Why? I don’t always want to know why an artist thought a certain way and why a track came to be. Music is art, dammit, and a lot of the beauty of art is the mystery and various interpretations that it may present to the consumer of said art. One track, let’s say what I’m listening to right this second (Donnis’ “Me & My Boo,” in case you were wondering), might make me feel some kinda way. It might make the person sitting next to me feel an entirely different way. It’ll conjure up different memories for each of us. Where I might be impressed with the beat, they might be more impressed by the lyrics. A snare might stand out to me, whereas the bass line may stand out to them. It’s all personal experience. Which is closely intertwined with spirituality, but let me not get that deep right now. When an artist takes away that mysterious aura (that’s the word of the week here at UntitledType, word to “swag”) surrounding their work, it takes that enthralling mysterious element out of it for the listener. I don’t want to know why Q-Tip was rapping about clothes instead of liquor on Mobb Deep’s “Drink Away The Pain (Situations).” Really, I don’t. I just want to appreciate the track as being fucking dope.
The other issue with this concept is more directly tied to the difficulties of marketing a product in the digital age, and less to do with my personal preference.

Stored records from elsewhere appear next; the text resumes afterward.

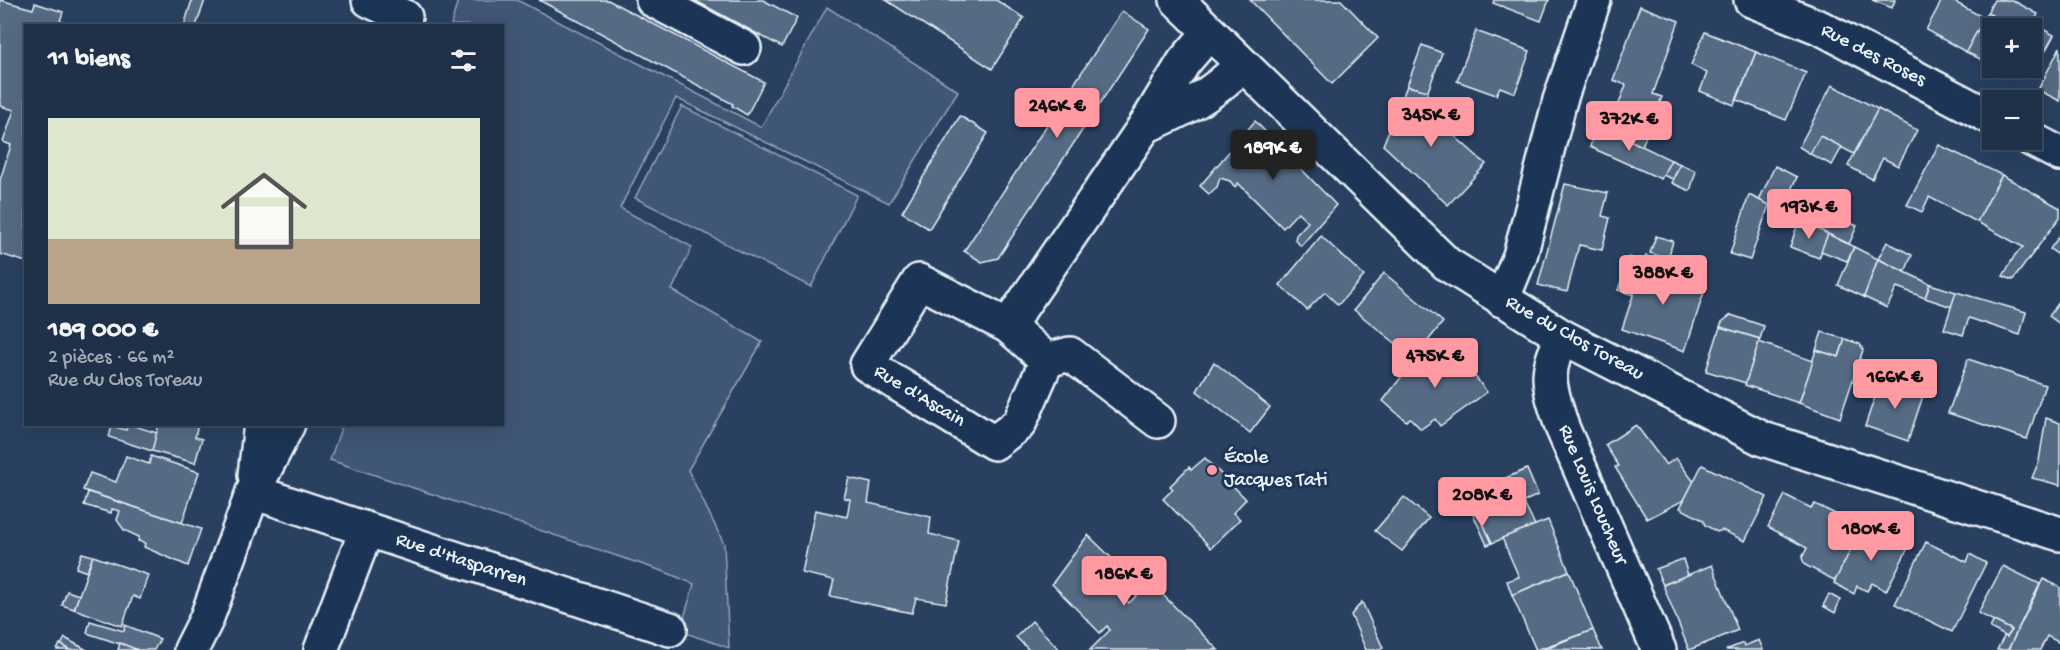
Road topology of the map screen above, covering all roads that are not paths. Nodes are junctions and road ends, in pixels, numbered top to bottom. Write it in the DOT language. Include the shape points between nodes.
graph roads {
  1 [pos="369,0"];
  2 [pos="653,0"];
  3 [pos="1177,0"];
  4 [pos="1594,0"];
  5 [pos="1751,0"];
  6 [pos="406,14"];
  7 [pos="1209,33"];
  8 [pos="744,48"];
  9 [pos="1242,65"];
  10 [pos="1982,113"];
  11 [pos="1145,126"];
  12 [pos="2042,145"];
  13 [pos="2060,154"];
  14 [pos="1503,300"];
  15 [pos="1008,326"];
  16 [pos="1563,337"];
  17 [pos="1047,360"];
  18 [pos="1158,421"];
  19 [pos="261,426"];
  20 [pos="287,426"];
  21 [pos="253,492"];
  22 [pos="366,531"];
  23 [pos="2060,534"];
  24 [pos="670,629"];
  25 [pos="191,650"];
  26 [pos="321,650"];
  27 [pos="1659,650"];
  1 -- 6 [label="street"];
  2 -- 8 [label="street"];
  3 -- 7 [label="street, Rue du Clos Toreau"];
  4 -- 14 [label="street" via="1560,100 1520,256"];
  5 -- 10 [label="street, Rue des Roses" via="1821,28"];
  7 -- 9 [label="street, Rue du Clos Toreau"];
  7 -- 11 [label="street" via="1184,62"];
  9 -- 11 [label="street" via="1215,91"];
  9 -- 14 [label="street, Rue du Clos Toreau" via="1447,264"];
  11 -- 15 [label="street"];
  12 -- 13 [label="street"];
  14 -- 16 [label="street, Rue du Clos Toreau"];
  15 -- 17 [label="street, Rue d'Ascain"];
  15 -- 17 [label="street, Rue d'Ascain" via="919,281 867,365 993,443 1019,424"];
  16 -- 23 [label="street, Rue du Clos Toreau" via="1762,439"];
  16 -- 27 [label="street, Rue Louis Loucheur" via="1549,370 1562,427"];
  17 -- 18 [label="street" via="1070,354"];
  19 -- 21 [label="street"];
  20 -- 21 [label="street"];
  21 -- 22 [label="street, Rue d'Hasparren"];
  21 -- 25 [label="street" via="206,620"];
  22 -- 24 [label="street, Rue d'Hasparren"];
  22 -- 26 [label="street"];
}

It’s no secret that we all believe the internet is shortening attention spans, and part of the reason Twitter took off so much is that it’s so concise and timely, just as a promotional e-mail should be. Submissions to inboxes are very similar to submitting a resume for a job – less is more. Quality over quantity. Just like a hiring manager, the people taking music submissions are bogged down with material. There is only so much time in a day, and way too much rap music to sort through. Two paragraphs on why you made a track is just delaying my reception of your song, and there’s a high likelihood I won’t read it anyway, especially if I’m out and about and checking my email while on my phone.
Let’s examine a few submissions I’ve received this week which are falling victim to this…
This email was a general fail for a few reasons, the main one being that to listen to the track they’re forcing me to “Like” it on Facebook, and sorry homie, that’s just not happening. Why does it even make sense for me to “Like” something that I can’t even hear? What if I dislike it when I hear it? Now I just told my whole timeline that I like it. Fuck you for making me like your music that I haven’t even heard. But the second fail was this explanation of the track, as told to some publicist by Gilbere Forte:
“This “Burn Me Down” record is more than just a new song featuring a crazy verse from the homey Tyga. Its the realization that this music shit is meant to be. Everything that has happened up to this point has happened for a reason. The people I’ve met throughout my life, the places I’ve been, and the things that i’ve beared witness….have all led up to this. It was all preparation for what I feel is about to happen. Back to the record. Those of you rocking with me since the beginning are already familiar with the original “Burn Me Down” off 87 Dreams. It was ALOT of people’s favorite song after the first listen of the project. So I felt it’s only right I give it new life (w/all new verses) as the introduction to my next solo project entitled 87 Dreams To Reality. What is that you ask? Its what happens when you take a dream and make it your reality.”
Not only could that use some proofreading (for real, I’ll take you way more seriously if some of you would take the time to proofread your submissions), but he went off on a tangent within the quote! “Back to the record.” Yo, you were talking about the record. Which tells me you’re over-intellectualizing your own shit, just for the sake of saying something. Stop that. Just give me the track, and let me reach a verdict about it on my own. Sure, rappers aren’t necessarily writers. But a publicist should take the time to make sure shit is grammatically correct and logically cohesive and relevant. This was a marketing fail. Especially coming from a company that works with some pretty big names.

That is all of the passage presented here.